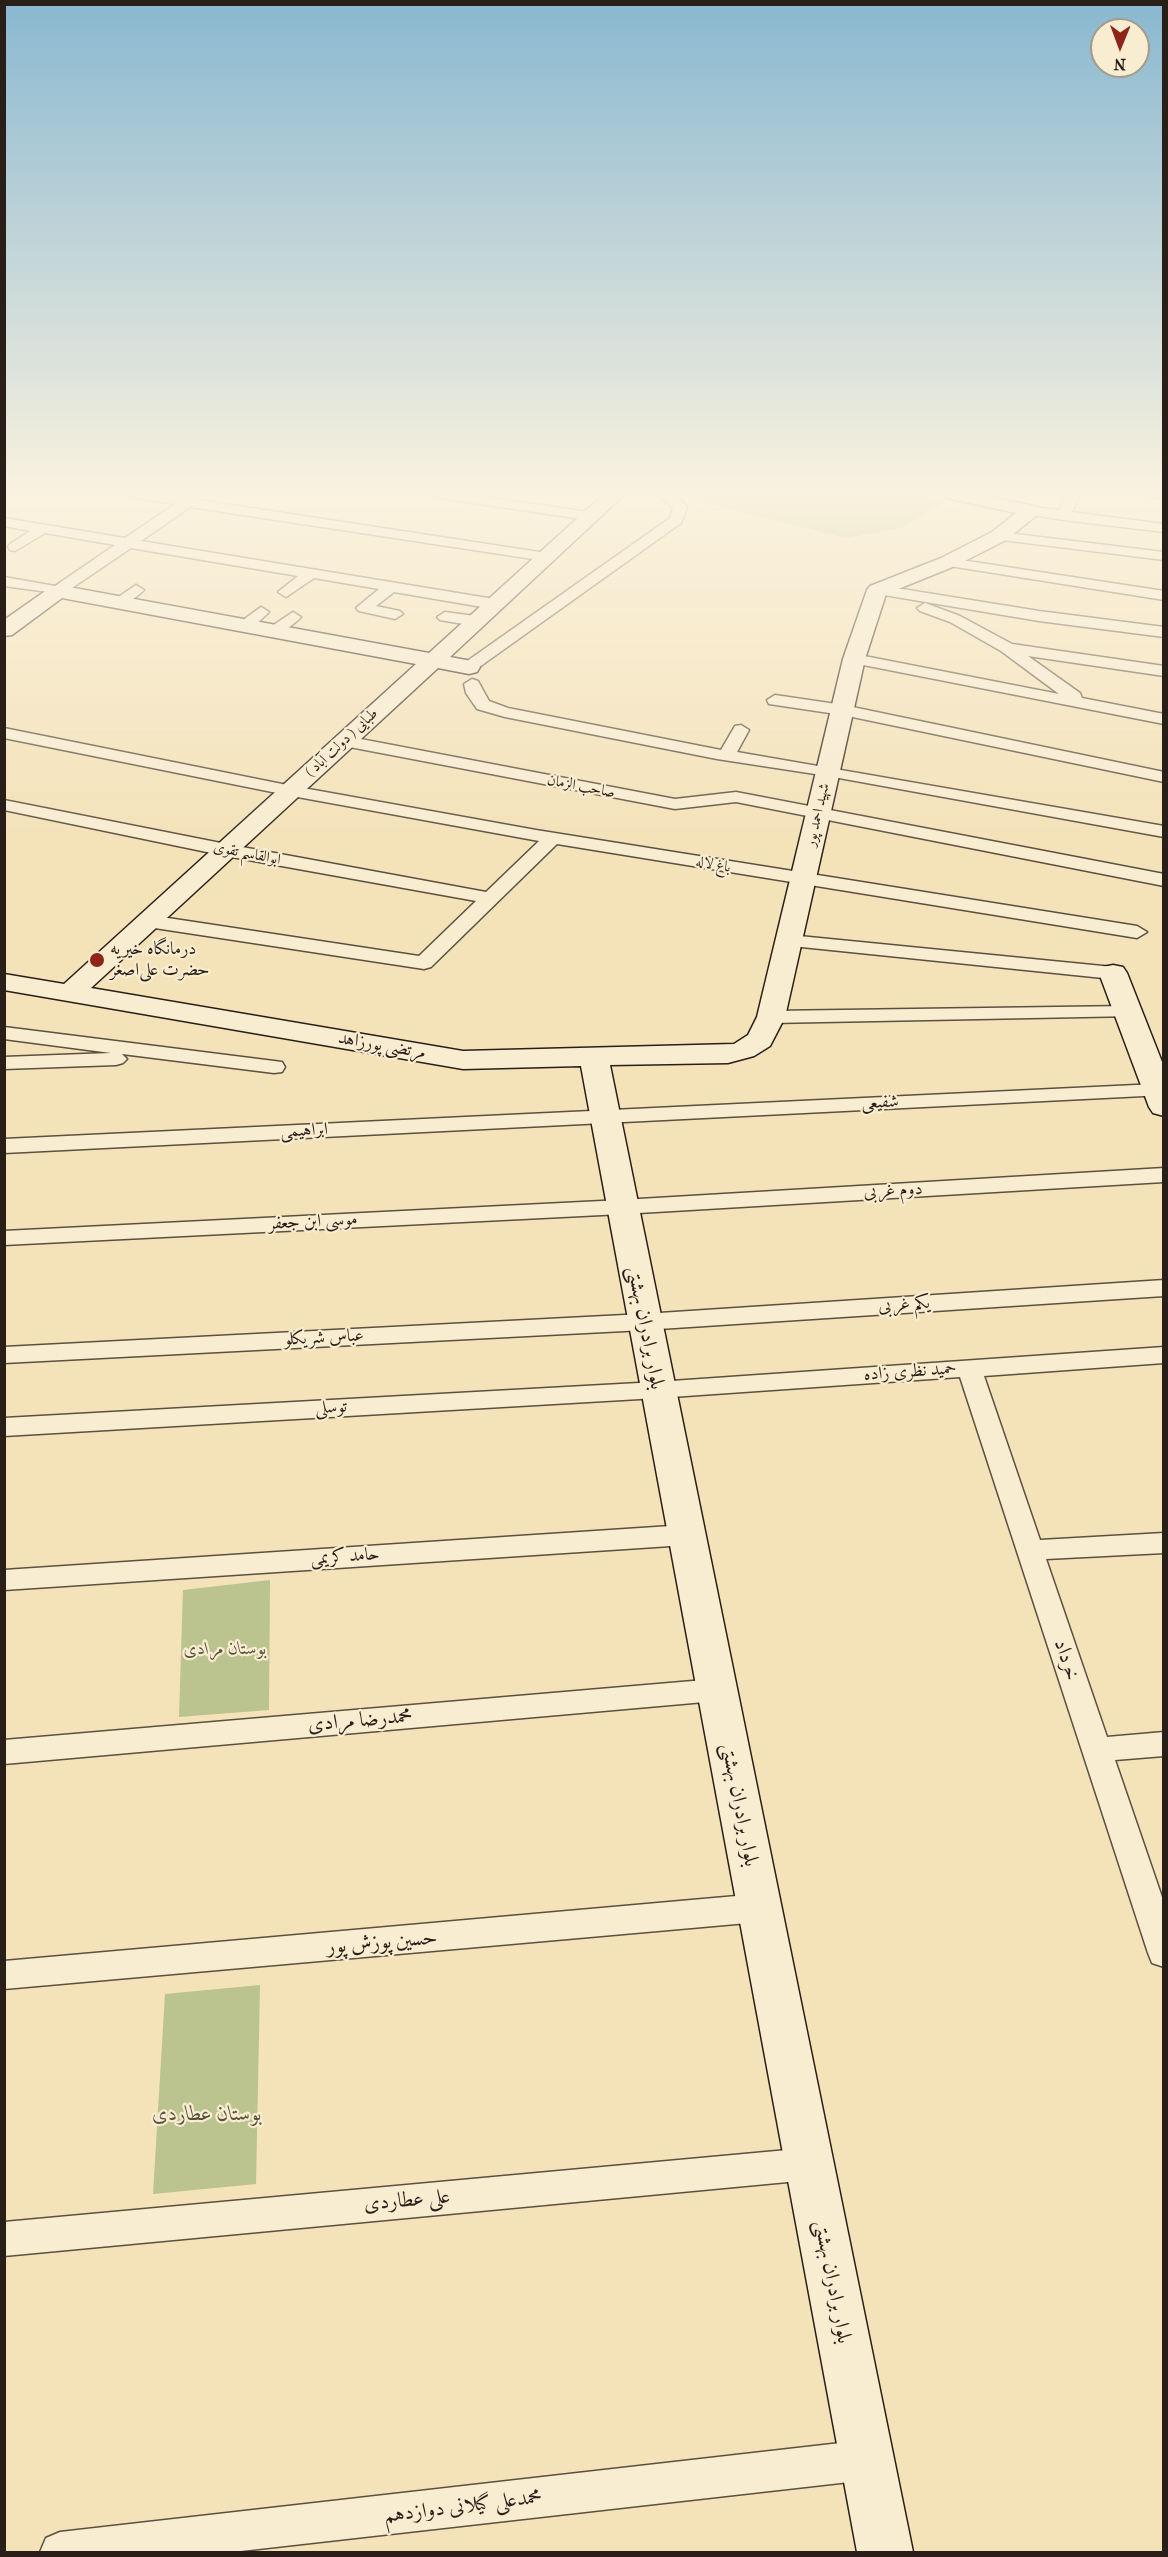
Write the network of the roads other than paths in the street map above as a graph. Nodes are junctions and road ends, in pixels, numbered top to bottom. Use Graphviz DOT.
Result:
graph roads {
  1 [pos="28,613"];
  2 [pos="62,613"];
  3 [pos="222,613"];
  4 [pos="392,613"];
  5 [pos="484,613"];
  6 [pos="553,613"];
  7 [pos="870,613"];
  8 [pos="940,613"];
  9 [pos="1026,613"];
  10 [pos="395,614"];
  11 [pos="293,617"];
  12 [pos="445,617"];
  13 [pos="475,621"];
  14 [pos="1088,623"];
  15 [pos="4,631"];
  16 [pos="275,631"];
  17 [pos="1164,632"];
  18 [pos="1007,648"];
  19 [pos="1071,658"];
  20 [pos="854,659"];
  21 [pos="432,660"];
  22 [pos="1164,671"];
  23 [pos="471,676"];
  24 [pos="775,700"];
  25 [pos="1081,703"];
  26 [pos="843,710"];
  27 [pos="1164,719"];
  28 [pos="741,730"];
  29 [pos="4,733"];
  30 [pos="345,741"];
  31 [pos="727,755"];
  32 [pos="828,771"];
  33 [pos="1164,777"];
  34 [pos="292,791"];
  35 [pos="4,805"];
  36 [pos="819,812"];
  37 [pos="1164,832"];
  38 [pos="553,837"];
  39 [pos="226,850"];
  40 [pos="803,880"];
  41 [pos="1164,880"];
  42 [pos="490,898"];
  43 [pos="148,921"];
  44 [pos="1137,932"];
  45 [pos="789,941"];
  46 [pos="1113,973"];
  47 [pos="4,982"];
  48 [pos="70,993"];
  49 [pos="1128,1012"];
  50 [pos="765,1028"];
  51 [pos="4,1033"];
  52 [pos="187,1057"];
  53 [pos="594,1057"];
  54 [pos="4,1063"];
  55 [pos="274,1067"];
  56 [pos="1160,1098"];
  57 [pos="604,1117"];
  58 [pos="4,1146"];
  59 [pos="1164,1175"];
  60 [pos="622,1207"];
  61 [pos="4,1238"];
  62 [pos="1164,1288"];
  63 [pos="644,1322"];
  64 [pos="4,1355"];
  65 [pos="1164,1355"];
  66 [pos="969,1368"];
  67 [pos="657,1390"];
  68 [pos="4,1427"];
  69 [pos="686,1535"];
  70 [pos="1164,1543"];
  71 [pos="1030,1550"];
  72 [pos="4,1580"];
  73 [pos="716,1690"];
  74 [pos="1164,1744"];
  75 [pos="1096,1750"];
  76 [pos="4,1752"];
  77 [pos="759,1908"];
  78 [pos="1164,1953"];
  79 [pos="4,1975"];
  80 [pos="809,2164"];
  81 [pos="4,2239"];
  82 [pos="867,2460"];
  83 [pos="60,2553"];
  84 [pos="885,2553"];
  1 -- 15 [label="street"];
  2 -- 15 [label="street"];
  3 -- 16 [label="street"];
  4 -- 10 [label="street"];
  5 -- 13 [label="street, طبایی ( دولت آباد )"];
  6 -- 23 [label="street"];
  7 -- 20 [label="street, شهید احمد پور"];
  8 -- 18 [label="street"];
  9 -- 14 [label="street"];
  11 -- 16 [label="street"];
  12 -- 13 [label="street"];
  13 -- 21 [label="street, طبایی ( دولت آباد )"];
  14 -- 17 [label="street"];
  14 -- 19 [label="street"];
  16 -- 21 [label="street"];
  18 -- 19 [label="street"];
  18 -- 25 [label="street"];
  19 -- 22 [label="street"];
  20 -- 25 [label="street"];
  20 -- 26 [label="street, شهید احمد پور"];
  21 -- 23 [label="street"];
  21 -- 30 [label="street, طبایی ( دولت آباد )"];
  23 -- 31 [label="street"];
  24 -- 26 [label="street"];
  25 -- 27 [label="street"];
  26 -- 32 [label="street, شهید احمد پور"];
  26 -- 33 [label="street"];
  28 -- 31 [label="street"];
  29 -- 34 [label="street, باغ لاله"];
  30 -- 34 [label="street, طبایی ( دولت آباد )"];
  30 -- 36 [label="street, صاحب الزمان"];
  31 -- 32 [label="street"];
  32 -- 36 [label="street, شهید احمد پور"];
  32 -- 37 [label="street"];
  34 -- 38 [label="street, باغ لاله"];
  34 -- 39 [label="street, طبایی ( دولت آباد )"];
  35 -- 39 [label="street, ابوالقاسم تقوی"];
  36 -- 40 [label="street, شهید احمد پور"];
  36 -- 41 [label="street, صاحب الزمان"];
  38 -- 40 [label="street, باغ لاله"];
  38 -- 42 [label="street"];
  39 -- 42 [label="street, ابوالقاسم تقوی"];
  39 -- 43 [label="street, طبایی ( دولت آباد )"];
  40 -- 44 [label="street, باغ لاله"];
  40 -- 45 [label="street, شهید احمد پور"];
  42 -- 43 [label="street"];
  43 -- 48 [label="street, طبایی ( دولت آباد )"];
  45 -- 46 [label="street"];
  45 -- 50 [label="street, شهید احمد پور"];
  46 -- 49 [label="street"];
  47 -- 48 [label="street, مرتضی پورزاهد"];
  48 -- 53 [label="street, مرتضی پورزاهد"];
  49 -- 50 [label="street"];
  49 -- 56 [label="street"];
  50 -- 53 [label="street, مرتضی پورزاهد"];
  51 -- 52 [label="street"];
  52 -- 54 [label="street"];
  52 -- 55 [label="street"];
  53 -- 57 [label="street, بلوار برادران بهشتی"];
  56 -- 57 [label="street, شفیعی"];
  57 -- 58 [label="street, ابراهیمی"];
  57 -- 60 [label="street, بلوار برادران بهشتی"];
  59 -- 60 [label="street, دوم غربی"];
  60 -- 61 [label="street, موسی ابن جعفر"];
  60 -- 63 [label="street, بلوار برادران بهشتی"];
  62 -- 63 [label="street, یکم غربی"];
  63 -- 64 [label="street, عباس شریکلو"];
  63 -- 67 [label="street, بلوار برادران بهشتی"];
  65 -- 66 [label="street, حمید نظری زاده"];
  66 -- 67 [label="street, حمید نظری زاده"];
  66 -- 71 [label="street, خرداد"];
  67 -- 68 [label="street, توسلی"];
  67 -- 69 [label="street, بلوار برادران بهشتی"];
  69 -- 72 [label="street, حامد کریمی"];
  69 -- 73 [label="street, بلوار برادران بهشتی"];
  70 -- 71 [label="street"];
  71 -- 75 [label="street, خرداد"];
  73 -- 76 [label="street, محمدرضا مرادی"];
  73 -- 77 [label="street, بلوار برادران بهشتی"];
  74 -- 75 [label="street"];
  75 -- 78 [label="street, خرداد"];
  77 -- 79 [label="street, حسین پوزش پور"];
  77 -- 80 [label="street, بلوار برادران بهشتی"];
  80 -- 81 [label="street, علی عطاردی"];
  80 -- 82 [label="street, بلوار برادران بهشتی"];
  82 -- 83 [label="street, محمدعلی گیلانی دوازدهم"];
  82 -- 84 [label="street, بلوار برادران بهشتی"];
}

*TASK GOAL*
All of the data above should be printed again exactly, though none of the pictures belong in the copy.

*RESULT BELOW*
Write the network of the roads other than paths in the street map above as a graph. Nodes are junctions and road ends, in pixels, numbered top to bottom. Use Graphviz DOT.
Result:
graph roads {
  1 [pos="28,613"];
  2 [pos="62,613"];
  3 [pos="222,613"];
  4 [pos="392,613"];
  5 [pos="484,613"];
  6 [pos="553,613"];
  7 [pos="870,613"];
  8 [pos="940,613"];
  9 [pos="1026,613"];
  10 [pos="395,614"];
  11 [pos="293,617"];
  12 [pos="445,617"];
  13 [pos="475,621"];
  14 [pos="1088,623"];
  15 [pos="4,631"];
  16 [pos="275,631"];
  17 [pos="1164,632"];
  18 [pos="1007,648"];
  19 [pos="1071,658"];
  20 [pos="854,659"];
  21 [pos="432,660"];
  22 [pos="1164,671"];
  23 [pos="471,676"];
  24 [pos="775,700"];
  25 [pos="1081,703"];
  26 [pos="843,710"];
  27 [pos="1164,719"];
  28 [pos="741,730"];
  29 [pos="4,733"];
  30 [pos="345,741"];
  31 [pos="727,755"];
  32 [pos="828,771"];
  33 [pos="1164,777"];
  34 [pos="292,791"];
  35 [pos="4,805"];
  36 [pos="819,812"];
  37 [pos="1164,832"];
  38 [pos="553,837"];
  39 [pos="226,850"];
  40 [pos="803,880"];
  41 [pos="1164,880"];
  42 [pos="490,898"];
  43 [pos="148,921"];
  44 [pos="1137,932"];
  45 [pos="789,941"];
  46 [pos="1113,973"];
  47 [pos="4,982"];
  48 [pos="70,993"];
  49 [pos="1128,1012"];
  50 [pos="765,1028"];
  51 [pos="4,1033"];
  52 [pos="187,1057"];
  53 [pos="594,1057"];
  54 [pos="4,1063"];
  55 [pos="274,1067"];
  56 [pos="1160,1098"];
  57 [pos="604,1117"];
  58 [pos="4,1146"];
  59 [pos="1164,1175"];
  60 [pos="622,1207"];
  61 [pos="4,1238"];
  62 [pos="1164,1288"];
  63 [pos="644,1322"];
  64 [pos="4,1355"];
  65 [pos="1164,1355"];
  66 [pos="969,1368"];
  67 [pos="657,1390"];
  68 [pos="4,1427"];
  69 [pos="686,1535"];
  70 [pos="1164,1543"];
  71 [pos="1030,1550"];
  72 [pos="4,1580"];
  73 [pos="716,1690"];
  74 [pos="1164,1744"];
  75 [pos="1096,1750"];
  76 [pos="4,1752"];
  77 [pos="759,1908"];
  78 [pos="1164,1953"];
  79 [pos="4,1975"];
  80 [pos="809,2164"];
  81 [pos="4,2239"];
  82 [pos="867,2460"];
  83 [pos="60,2553"];
  84 [pos="885,2553"];
  1 -- 15 [label="street"];
  2 -- 15 [label="street"];
  3 -- 16 [label="street"];
  4 -- 10 [label="street"];
  5 -- 13 [label="street, طبایی ( دولت آباد )"];
  6 -- 23 [label="street"];
  7 -- 20 [label="street, شهید احمد پور"];
  8 -- 18 [label="street"];
  9 -- 14 [label="street"];
  11 -- 16 [label="street"];
  12 -- 13 [label="street"];
  13 -- 21 [label="street, طبایی ( دولت آباد )"];
  14 -- 17 [label="street"];
  14 -- 19 [label="street"];
  16 -- 21 [label="street"];
  18 -- 19 [label="street"];
  18 -- 25 [label="street"];
  19 -- 22 [label="street"];
  20 -- 25 [label="street"];
  20 -- 26 [label="street, شهید احمد پور"];
  21 -- 23 [label="street"];
  21 -- 30 [label="street, طبایی ( دولت آباد )"];
  23 -- 31 [label="street"];
  24 -- 26 [label="street"];
  25 -- 27 [label="street"];
  26 -- 32 [label="street, شهید احمد پور"];
  26 -- 33 [label="street"];
  28 -- 31 [label="street"];
  29 -- 34 [label="street, باغ لاله"];
  30 -- 34 [label="street, طبایی ( دولت آباد )"];
  30 -- 36 [label="street, صاحب الزمان"];
  31 -- 32 [label="street"];
  32 -- 36 [label="street, شهید احمد پور"];
  32 -- 37 [label="street"];
  34 -- 38 [label="street, باغ لاله"];
  34 -- 39 [label="street, طبایی ( دولت آباد )"];
  35 -- 39 [label="street, ابوالقاسم تقوی"];
  36 -- 40 [label="street, شهید احمد پور"];
  36 -- 41 [label="street, صاحب الزمان"];
  38 -- 40 [label="street, باغ لاله"];
  38 -- 42 [label="street"];
  39 -- 42 [label="street, ابوالقاسم تقوی"];
  39 -- 43 [label="street, طبایی ( دولت آباد )"];
  40 -- 44 [label="street, باغ لاله"];
  40 -- 45 [label="street, شهید احمد پور"];
  42 -- 43 [label="street"];
  43 -- 48 [label="street, طبایی ( دولت آباد )"];
  45 -- 46 [label="street"];
  45 -- 50 [label="street, شهید احمد پور"];
  46 -- 49 [label="street"];
  47 -- 48 [label="street, مرتضی پورزاهد"];
  48 -- 53 [label="street, مرتضی پورزاهد"];
  49 -- 50 [label="street"];
  49 -- 56 [label="street"];
  50 -- 53 [label="street, مرتضی پورزاهد"];
  51 -- 52 [label="street"];
  52 -- 54 [label="street"];
  52 -- 55 [label="street"];
  53 -- 57 [label="street, بلوار برادران بهشتی"];
  56 -- 57 [label="street, شفیعی"];
  57 -- 58 [label="street, ابراهیمی"];
  57 -- 60 [label="street, بلوار برادران بهشتی"];
  59 -- 60 [label="street, دوم غربی"];
  60 -- 61 [label="street, موسی ابن جعفر"];
  60 -- 63 [label="street, بلوار برادران بهشتی"];
  62 -- 63 [label="street, یکم غربی"];
  63 -- 64 [label="street, عباس شریکلو"];
  63 -- 67 [label="street, بلوار برادران بهشتی"];
  65 -- 66 [label="street, حمید نظری زاده"];
  66 -- 67 [label="street, حمید نظری زاده"];
  66 -- 71 [label="street, خرداد"];
  67 -- 68 [label="street, توسلی"];
  67 -- 69 [label="street, بلوار برادران بهشتی"];
  69 -- 72 [label="street, حامد کریمی"];
  69 -- 73 [label="street, بلوار برادران بهشتی"];
  70 -- 71 [label="street"];
  71 -- 75 [label="street, خرداد"];
  73 -- 76 [label="street, محمدرضا مرادی"];
  73 -- 77 [label="street, بلوار برادران بهشتی"];
  74 -- 75 [label="street"];
  75 -- 78 [label="street, خرداد"];
  77 -- 79 [label="street, حسین پوزش پور"];
  77 -- 80 [label="street, بلوار برادران بهشتی"];
  80 -- 81 [label="street, علی عطاردی"];
  80 -- 82 [label="street, بلوار برادران بهشتی"];
  82 -- 83 [label="street, محمدعلی گیلانی دوازدهم"];
  82 -- 84 [label="street, بلوار برادران بهشتی"];
}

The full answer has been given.